Eating right and staying active are important no matter what your age. As we get older our bodies have different needs, so certain nutrients become especially important for good health.
As the years go by, it can become more difficult to get the vitamins and minerals we need to stay healthy and active. Fortunately, dietary supplements can fill the gaps that make it harder to get nutrients from food.
Finding the best vitamins for seniors means understanding what causes vitamin or nutrient deficiencies. The best way to do this is to consult Dietitian or physician who can conduct blood tests to determine your supplement needs. Many older people experience deficiencies in vitamins such as calcium, folic acid, potassium, and fiber. Some seniors with medical conditions such as Alzheimer’s may also need additional nutritional supplementation.
If you wonder what types of vitamins are most commonly recommended for older adults, here’s a list of the best vitamins for seniors.
Calcium & Vitamin D
In older adults, Calcium & Vitamin D helps to support skeletal health by building and protecting bones. Research shows vitamin D may also help to prevent diseases that cause cognitive decline, osteoporosis, cardiovascular disease, and type 2 diabetes. In addition, research indicates vitamin D helps to increase the absorption of other vitamins such as calcium and may play a role in preventing falls.
B vitamins are essential for healthy nerve function, heart health, and blood pressure. As we age, our bodies become less efficient at absorbing B vitamins such as vitamin B12 and vitamin B6. Vitamin B12 deficiencies have also been linked to brain disorders. B12 is important for creating red blood cells and DNA, and for maintaining healthy nerve function.
Vitamin C plays a key role in immune system health and metabolism. It may help prevent cataracts and decrease vision loss associated with age-related macular degeneration.

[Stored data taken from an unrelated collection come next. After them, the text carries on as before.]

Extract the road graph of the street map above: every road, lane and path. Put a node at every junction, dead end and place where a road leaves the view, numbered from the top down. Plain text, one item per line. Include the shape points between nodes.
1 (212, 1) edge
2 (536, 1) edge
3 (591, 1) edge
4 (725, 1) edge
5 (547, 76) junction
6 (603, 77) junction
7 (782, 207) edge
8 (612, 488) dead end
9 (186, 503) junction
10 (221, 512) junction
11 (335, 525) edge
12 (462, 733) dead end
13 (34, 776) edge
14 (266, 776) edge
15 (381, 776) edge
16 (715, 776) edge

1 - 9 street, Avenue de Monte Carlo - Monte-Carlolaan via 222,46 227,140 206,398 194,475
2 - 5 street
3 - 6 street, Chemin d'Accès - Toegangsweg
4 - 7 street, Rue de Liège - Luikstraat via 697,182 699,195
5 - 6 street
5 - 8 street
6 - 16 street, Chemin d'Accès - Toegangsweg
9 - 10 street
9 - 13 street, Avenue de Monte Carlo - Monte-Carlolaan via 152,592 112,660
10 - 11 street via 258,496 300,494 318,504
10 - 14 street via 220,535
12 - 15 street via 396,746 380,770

Omega 3 fatty acids and omega-6 fatty acids are healthy fats that play a role in energy, healthy vision, and smooth joint function. There are three main types of omega fatty acids, including DHA, EPA, and ALA. Research shows omega fatty acids may help to reduce pain and other symptoms of rheumatoid arthritis. Studies suggest omega fatty acids may also help to decrease the progression of macular degeneration, a condition that affects the eyesight of many older individuals.

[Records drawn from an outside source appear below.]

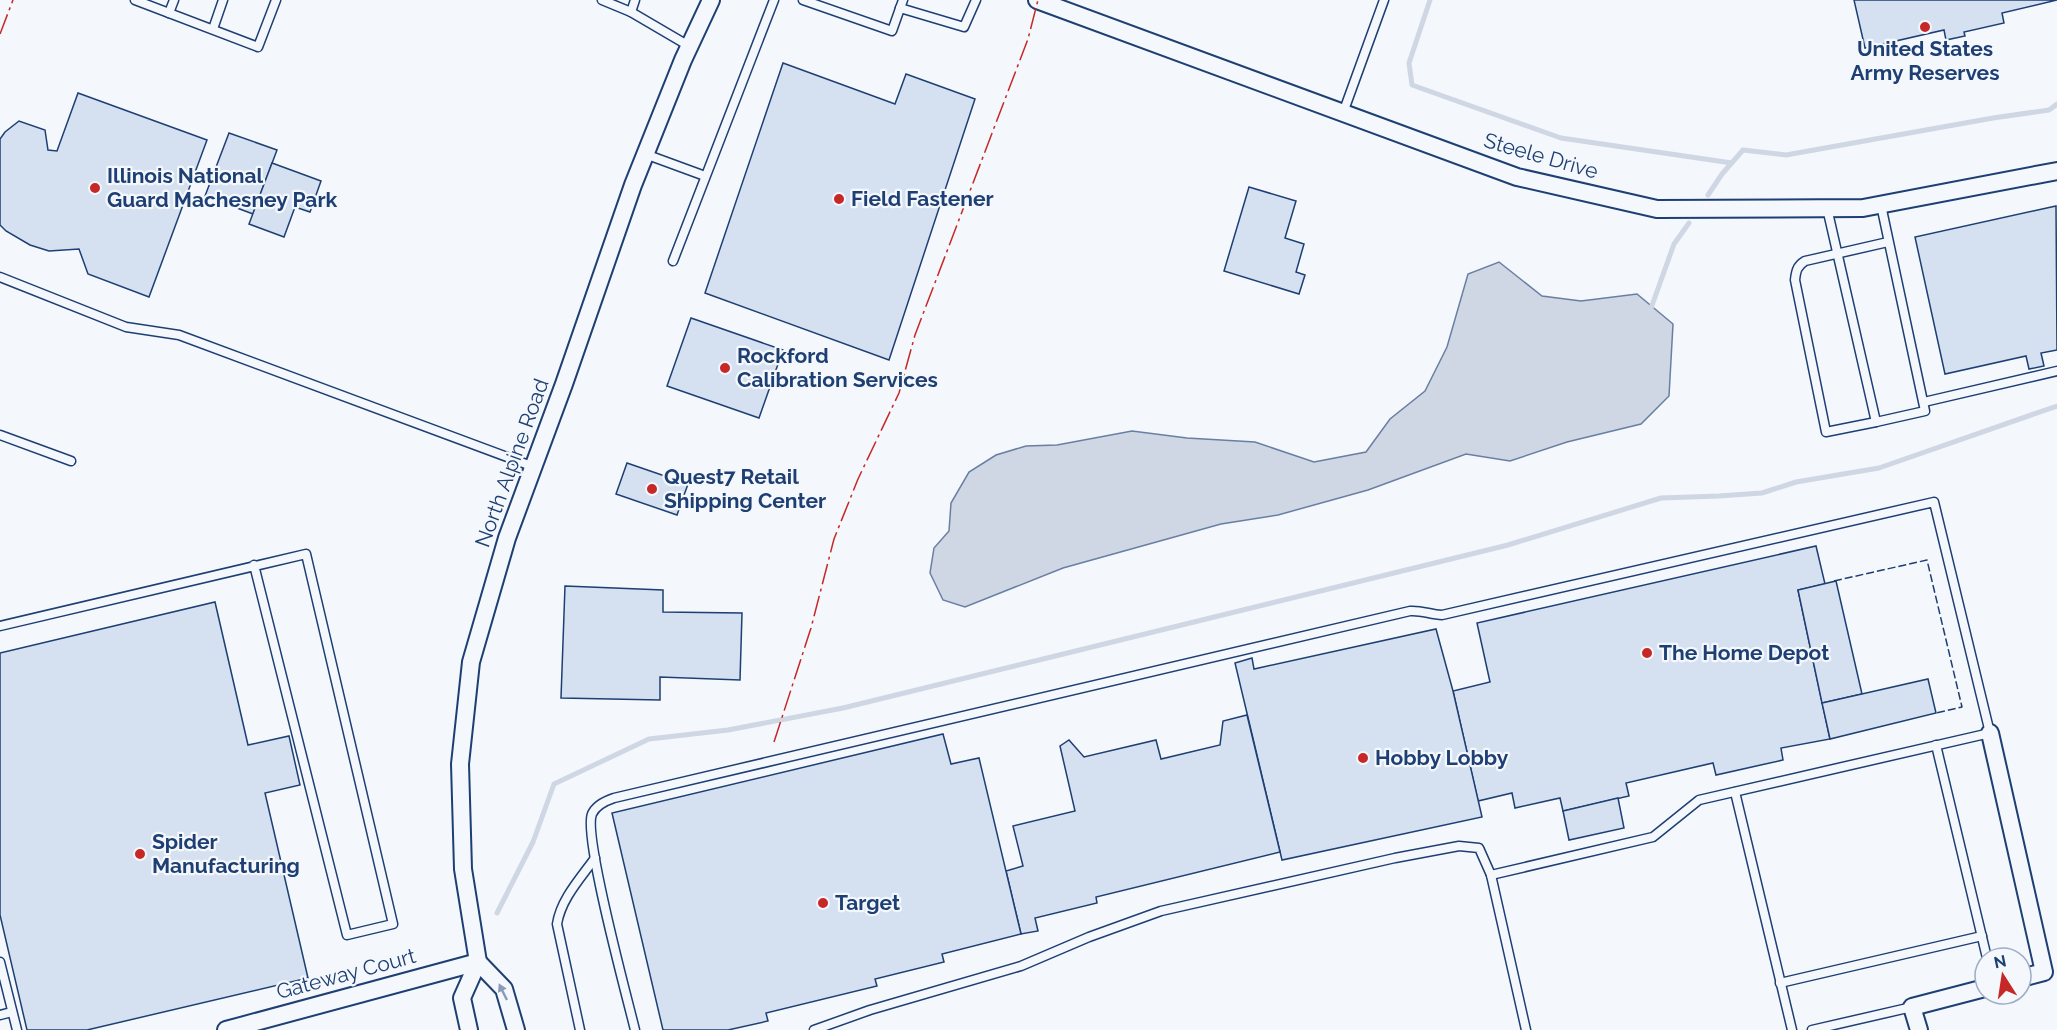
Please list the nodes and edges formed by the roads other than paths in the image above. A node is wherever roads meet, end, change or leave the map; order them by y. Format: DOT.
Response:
graph roads {
  1 [pos="135,0"];
  2 [pos="174,0"];
  3 [pos="223,0"];
  4 [pos="276,0"];
  5 [pos="602,0"];
  6 [pos="635,0"];
  7 [pos="711,0"];
  8 [pos="774,0"];
  9 [pos="804,0"];
  10 [pos="976,0"];
  11 [pos="1037,0"];
  12 [pos="1384,0"];
  13 [pos="902,4"];
  14 [pos="631,12"];
  15 [pos="169,13"];
  16 [pos="213,29"];
  17 [pos="689,46"];
  18 [pos="1343,113"];
  19 [pos="645,154"];
  20 [pos="2057,171"];
  21 [pos="705,176"];
  22 [pos="1881,205"];
  23 [pos="1827,208"];
  24 [pos="1888,242"];
  25 [pos="1838,254"];
  26 [pos="673,261"];
  27 [pos="0,277"];
  28 [pos="2057,371"];
  29 [pos="1924,402"];
  30 [pos="1876,422"];
  31 [pos="0,435"];
  32 [pos="71,461"];
  33 [pos="534,467"];
  34 [pos="254,565"];
  35 [pos="0,626"];
  36 [pos="1990,733"];
  37 [pos="1935,746"];
  38 [pos="1735,792"];
  39 [pos="595,858"];
  40 [pos="1491,875"];
  41 [pos="1982,936"];
  42 [pos="1984,946"];
  43 [pos="0,962"];
  44 [pos="478,962"];
  45 [pos="2033,975"];
  46 [pos="1780,982"];
  47 [pos="1973,991"];
  48 [pos="1912,1007"];
  49 [pos="12,1012"];
  50 [pos="0,1015"];
  51 [pos="17,1030"];
  52 [pos="226,1030"];
  53 [pos="469,1030"];
  54 [pos="516,1030"];
  55 [pos="580,1030"];
  56 [pos="635,1030"];
  57 [pos="814,1030"];
  58 [pos="1526,1030"];
  59 [pos="1792,1030"];
  60 [pos="1812,1030"];
  61 [pos="1918,1030"];
  1 -- 15 [label="lane"];
  2 -- 15 [label="lane"];
  3 -- 16 [label="lane"];
  4 -- 16 [label="lane"];
  5 -- 14 [label="lane"];
  6 -- 14 [label="lane"];
  7 -- 17 [label="street, North Alpine Road"];
  8 -- 21 [label="lane"];
  9 -- 13 [label="lane"];
  10 -- 13 [label="lane"];
  11 -- 18 [label="street, Steele Drive"];
  12 -- 18 [label="lane"];
  14 -- 17 [label="lane"];
  15 -- 16 [label="lane"];
  17 -- 19 [label="street, North Alpine Road"];
  18 -- 23 [label="street, Steele Drive"];
  19 -- 21 [label="lane"];
  19 -- 33 [label="street, North Alpine Road"];
  20 -- 22 [label="street, Steele Drive"];
  21 -- 26 [label="lane"];
  22 -- 23 [label="street, Steele Drive"];
  22 -- 24 [label="lane"];
  23 -- 25 [label="lane"];
  24 -- 25 [label="lane"];
  24 -- 29 [label="lane"];
  25 -- 30 [label="lane"];
  25 -- 30 [label="lane"];
  27 -- 33 [label="lane"];
  28 -- 29 [label="lane"];
  29 -- 30 [label="lane"];
  31 -- 32 [label="lane"];
  33 -- 44 [label="street, North Alpine Road"];
  34 -- 34 [label="lane"];
  34 -- 35 [label="lane"];
  36 -- 37 [label="lane"];
  36 -- 39 [label="lane"];
  36 -- 45 [label="street"];
  37 -- 38 [label="lane"];
  37 -- 41 [label="lane"];
  38 -- 40 [label="lane"];
  38 -- 46 [label="lane"];
  39 -- 55 [label="lane"];
  39 -- 56 [label="lane"];
  40 -- 57 [label="lane"];
  40 -- 58 [label="lane"];
  41 -- 42 [label="lane"];
  41 -- 46 [label="lane"];
  43 -- 49 [label="lane"];
  44 -- 52 [label="street, Gateway Court"];
  44 -- 53 [label="street"];
  54 -- 44 [label="street, one-way"];
  46 -- 59 [label="lane"];
  47 -- 48 [label="street"];
  48 -- 60 [label="lane"];
  48 -- 61 [label="street"];
  49 -- 50 [label="lane"];
  49 -- 51 [label="lane"];
}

Also known as Coq10, this antioxidant is naturally produced in the liver. As we age, our livers become less effective at producing this antioxidant, and it’s difficult to find it in food sources. Low levels of Coq10 have been associated with heart disease and may benefit older individuals in the early stages of Parkinson's disease.

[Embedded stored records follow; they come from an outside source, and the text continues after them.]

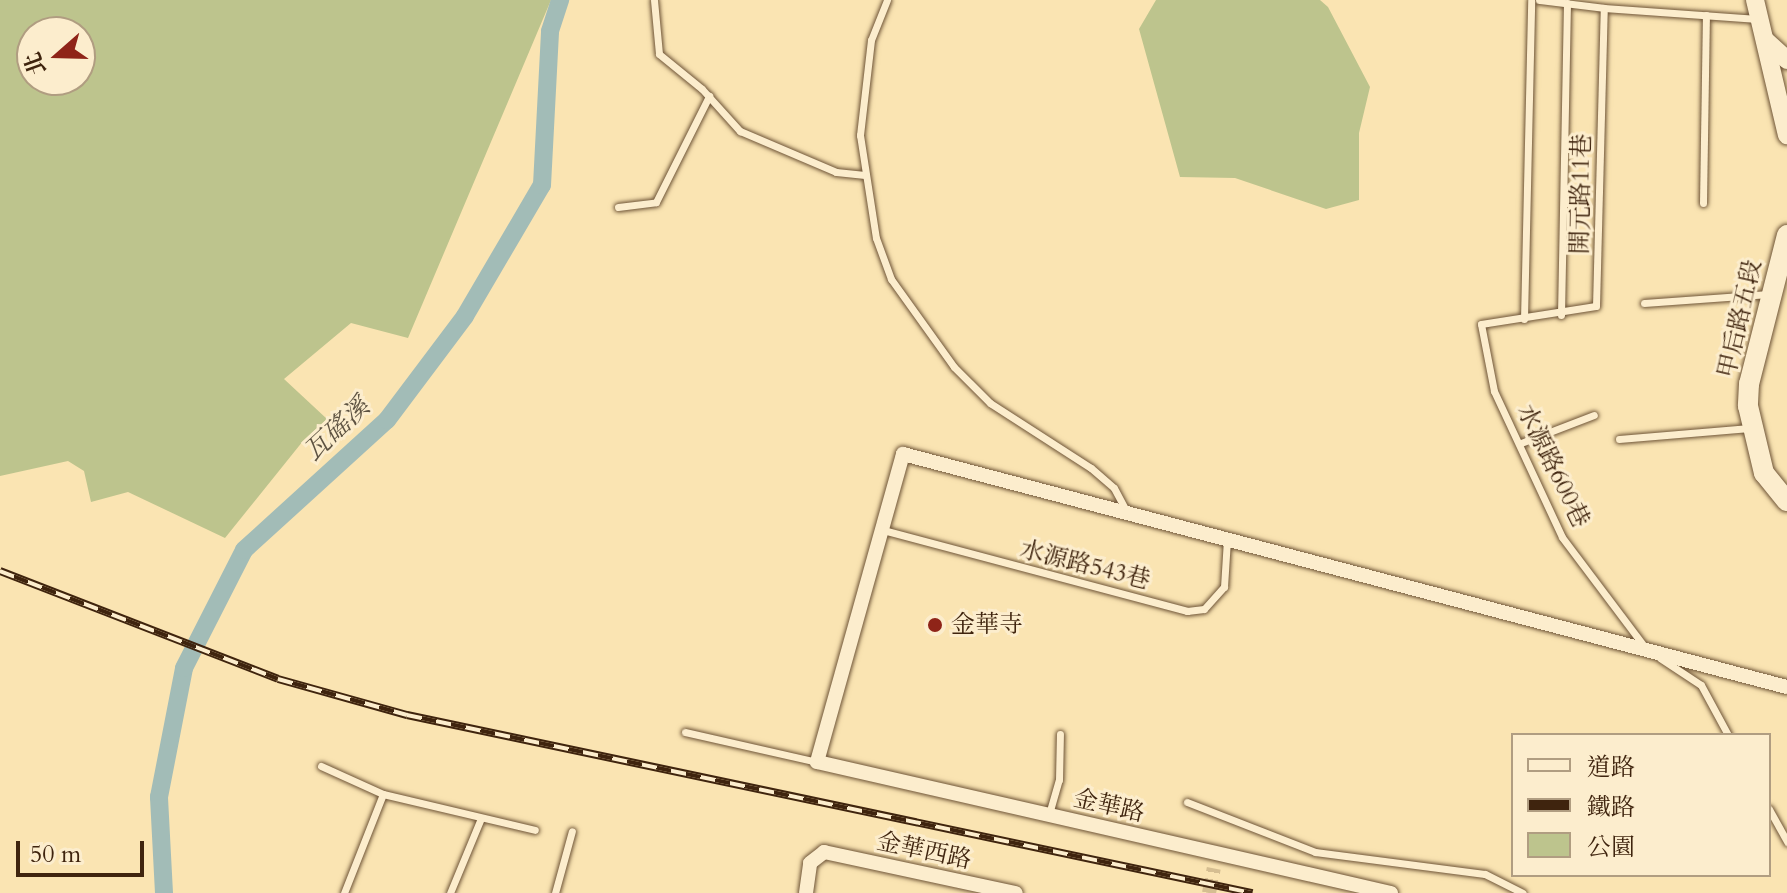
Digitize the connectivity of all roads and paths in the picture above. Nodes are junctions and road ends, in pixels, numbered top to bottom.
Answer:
1 (654, 0) edge
2 (887, 0) edge
3 (1531, 0) edge
4 (1539, 0) edge
5 (1755, 0) edge
6 (1567, 3) junction
7 (1604, 8) junction
8 (1706, 15) junction
9 (1760, 19) junction
10 (1765, 40) junction
11 (1787, 60) edge
12 (709, 96) junction
13 (1787, 135) edge
14 (865, 175) junction
15 (1703, 203) dead end
16 (618, 207) dead end
17 (1787, 235) edge
18 (1772, 294) junction
19 (1644, 303) dead end
20 (1561, 315) junction
21 (1524, 319) junction
22 (1481, 324) joint
23 (1594, 415) dead end
24 (1750, 428) junction
25 (1619, 439) dead end
26 (1521, 443) junction
27 (1787, 501) edge
28 (1125, 509) junction
29 (882, 529) junction
30 (1227, 539) junction
31 (1647, 650) junction
32 (1787, 687) edge
33 (685, 732) dead end
34 (1727, 733) edge
35 (1060, 734) dead end
36 (817, 762) junction
37 (321, 766) dead end
38 (383, 794) junction
39 (1187, 802) dead end
40 (1771, 813) edge
41 (1049, 815) junction
42 (481, 818) junction
43 (535, 830) dead end
44 (572, 831) dead end
45 (1787, 842) edge
46 (344, 893) edge
47 (450, 893) edge
48 (555, 893) edge
49 (806, 893) edge
50 (1016, 893) edge
51 (1391, 893) edge
52 (1523, 893) edge

1 - 12 lane
2 - 14 lane
3 - 21 lane
4 - 6 lane
5 - 9 street
6 - 7 lane
6 - 20 lane
7 - 8 lane
7 - 20 lane, 開元路11巷
8 - 9 lane
8 - 15 lane
9 - 10 street
10 - 11 street
10 - 13 street
12 - 14 lane
12 - 16 lane
14 - 28 lane
17 - 18 main road, 甲后路五段
18 - 19 lane
18 - 24 main road, 甲后路五段
20 - 21 lane, 開元路11巷
21 - 22 lane, 開元路11巷
22 - 26 lane, 水源路600巷
23 - 26 lane
24 - 25 lane
24 - 27 main road, 甲后路五段
26 - 31 lane, 水源路600巷
28 - 29 street
28 - 30 street
29 - 30 lane, 水源路543巷
29 - 36 street
30 - 31 street
31 - 32 street
31 - 34 lane
33 - 36 lane
35 - 41 lane
36 - 41 street, 金華路
37 - 38 lane
38 - 42 lane
38 - 46 lane
39 - 52 lane
40 - 45 lane
41 - 51 street, 金華路
42 - 43 lane
42 - 47 lane
44 - 48 lane
49 - 50 street, 金華西路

Getting enough potassium in your diet may also help keep bones strong. This essential mineral is vital for cell function and has also been shown to help reduce high blood pressure and the risk of kidney stones.
Fiber helps promote healthy digestion by moving foods through the digestive tract. Foods rich in fiber, including whole grains, beans, fruits, and vegetables, have many other health benefits, including protecting against heart disease.
Besides a healthy diet, it’s important to stay connected and get regular exercise.